Any tool, thinks Shara. Any weapon. Anybody could have done this.

 

Shara keeps looking at the body. She tells herself for the second time this night, Ignore the ornamentations. But it is the ruined visage of her hero, his hands and neck and shirt and tie—can she dismiss all these familiar sights as mere ornamentation?

 

Wait a minute. A tie?

 

“Pitry—did you see the professor much during his time here?” she asks.

 

“I saw him, yes, but we weren’t friends.”

 

“Then you don’t remember,” she asks softly, “if he developed the habit of wearing a tie?”

 

“A tie? I don’t know, ma’am.”

 

Shara reaches over and plucks up the tie. It is striped, red and creamy white, made of exquisite silk. A northern affectation, and a recent one. “The Efrem Pangyui I knew,” she says, “always preferred scarves. It’s a very academic look, I understand—scarves, usually orange or pink or red. School colors. But one thing I don’t ever recall him wearing is a tie. Do you know much about ties, Pitry?”

 

“A little, I suppose. They’re common here.”

 

“Yes. And not at all at home. And wouldn’t you say that this tie is of an unusually fine make?” She turns it over to show him. “Very fine, and very … thin?”

 

“Ahm. Yes?”

 

Without taking her eyes off the tie, she holds an open hand out to Sigrud. “Knife, please.”

 

Instantly there is a tiny fragment of glittering metal—a scalpel of some kind—in the big man’s hand. He hands it to Shara. She pushes her glasses up on her nose and leans in low over his body. The faint smell of putrefaction comes leaking up out of his shirt. She tries to ignore it—another unpleasant ornamentation.

 

She looks closely at the white silk. No, he wouldn’t do it with white, she thinks. It’d be too noticeable. …

 

She spots a line of incredibly fine red threads going against the grain. She nicks each one with the scalpel.
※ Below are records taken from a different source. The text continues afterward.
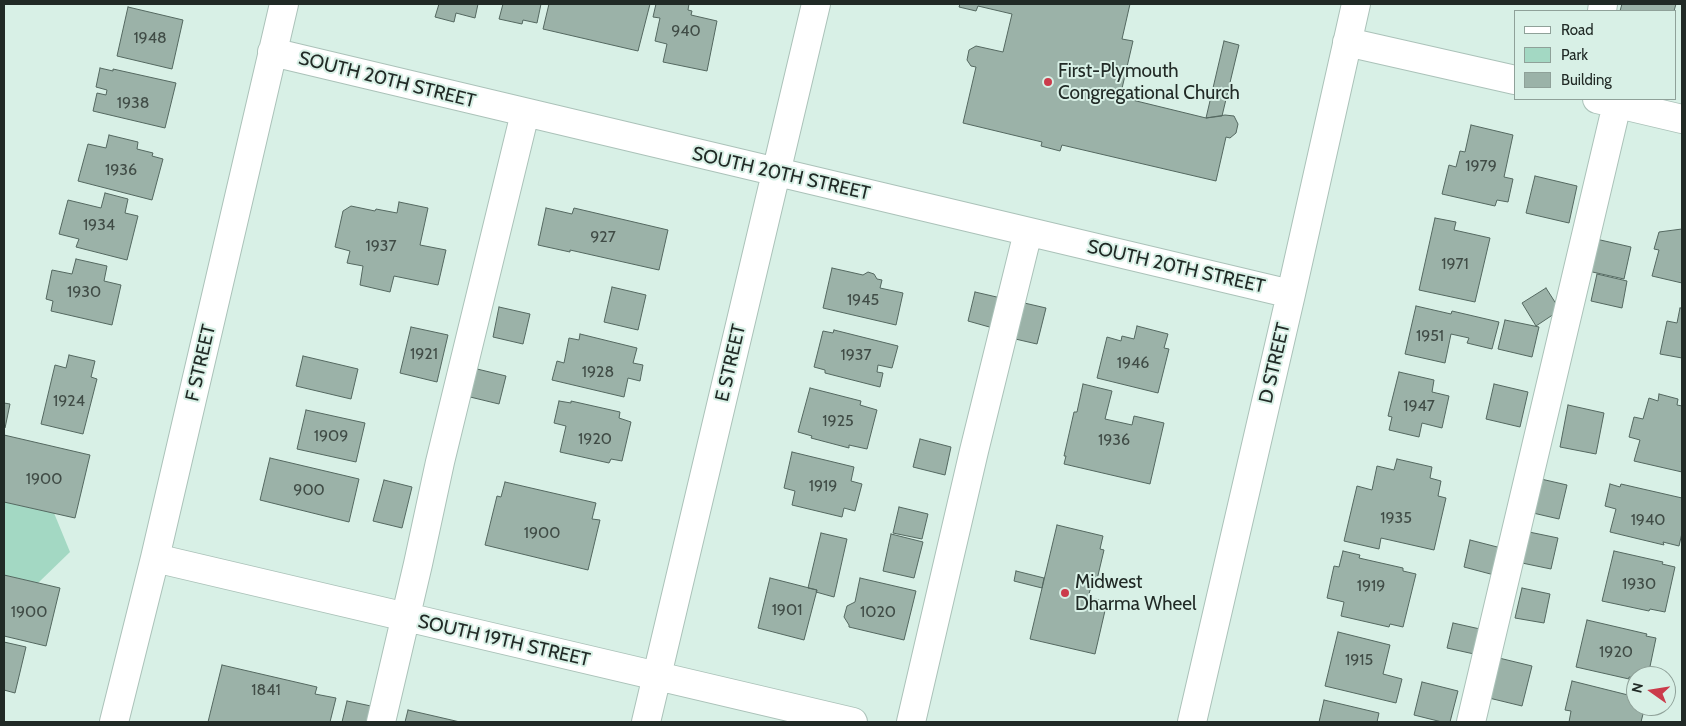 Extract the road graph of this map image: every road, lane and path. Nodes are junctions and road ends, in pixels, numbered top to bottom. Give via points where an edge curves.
1 (284, 4) edge
2 (816, 4) edge
3 (1356, 4) edge
4 (1347, 42) junction
5 (272, 52) junction
6 (1514, 80) edge
7 (1607, 101) edge
8 (525, 113) junction
9 (1682, 119) edge
10 (776, 172) junction
11 (1028, 232) junction
12 (1291, 294) junction
13 (155, 558) junction
14 (406, 618) junction
15 (658, 676) junction
16 (114, 722) edge
17 (381, 722) edge
18 (646, 722) edge
19 (853, 722) edge
20 (911, 722) edge
21 (1192, 722) edge
22 (1470, 722) edge

1 - 5 street, F STREET
2 - 10 street, E STREET
3 - 4 street, D STREET
4 - 6 street
4 - 12 street, D STREET
5 - 8 street, SOUTH 20TH STREET
5 - 13 street, F STREET
7 - 9 street
7 - 22 street
8 - 10 street, SOUTH 20TH STREET
8 - 14 street via 442,452
10 - 11 street, SOUTH 20TH STREET
10 - 15 street, E STREET
11 - 12 street, SOUTH 20TH STREET
11 - 20 street
12 - 21 street, D STREET
13 - 14 street, SOUTH 19TH STREET
13 - 16 street, F STREET
14 - 15 street, SOUTH 19TH STREET
14 - 17 street
15 - 18 street, E STREET
15 - 19 street, SOUTH 19TH STREET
The threads form a little window to the inside of the tie, which she sees is like a pocket.

 

There is a strip of white cloth inside. Not the cloth of the tie—something else. She slides it out and holds it up to the light.

 

There are writings on one side of the white cloth done in charcoal—a code of some kind.

 

“They would have never thought to look in the tie,” she says softly. “Not if it was an especially nice tie. They wouldn’t have expected that from a Saypuri, would they? And he would have known that.”

 

Pitry stares at the gutted tie. “Wherever did he learn a trick like that?”

 

Shara hands the scalpel back to Sigrud. “That,” she says, “is a very good question.”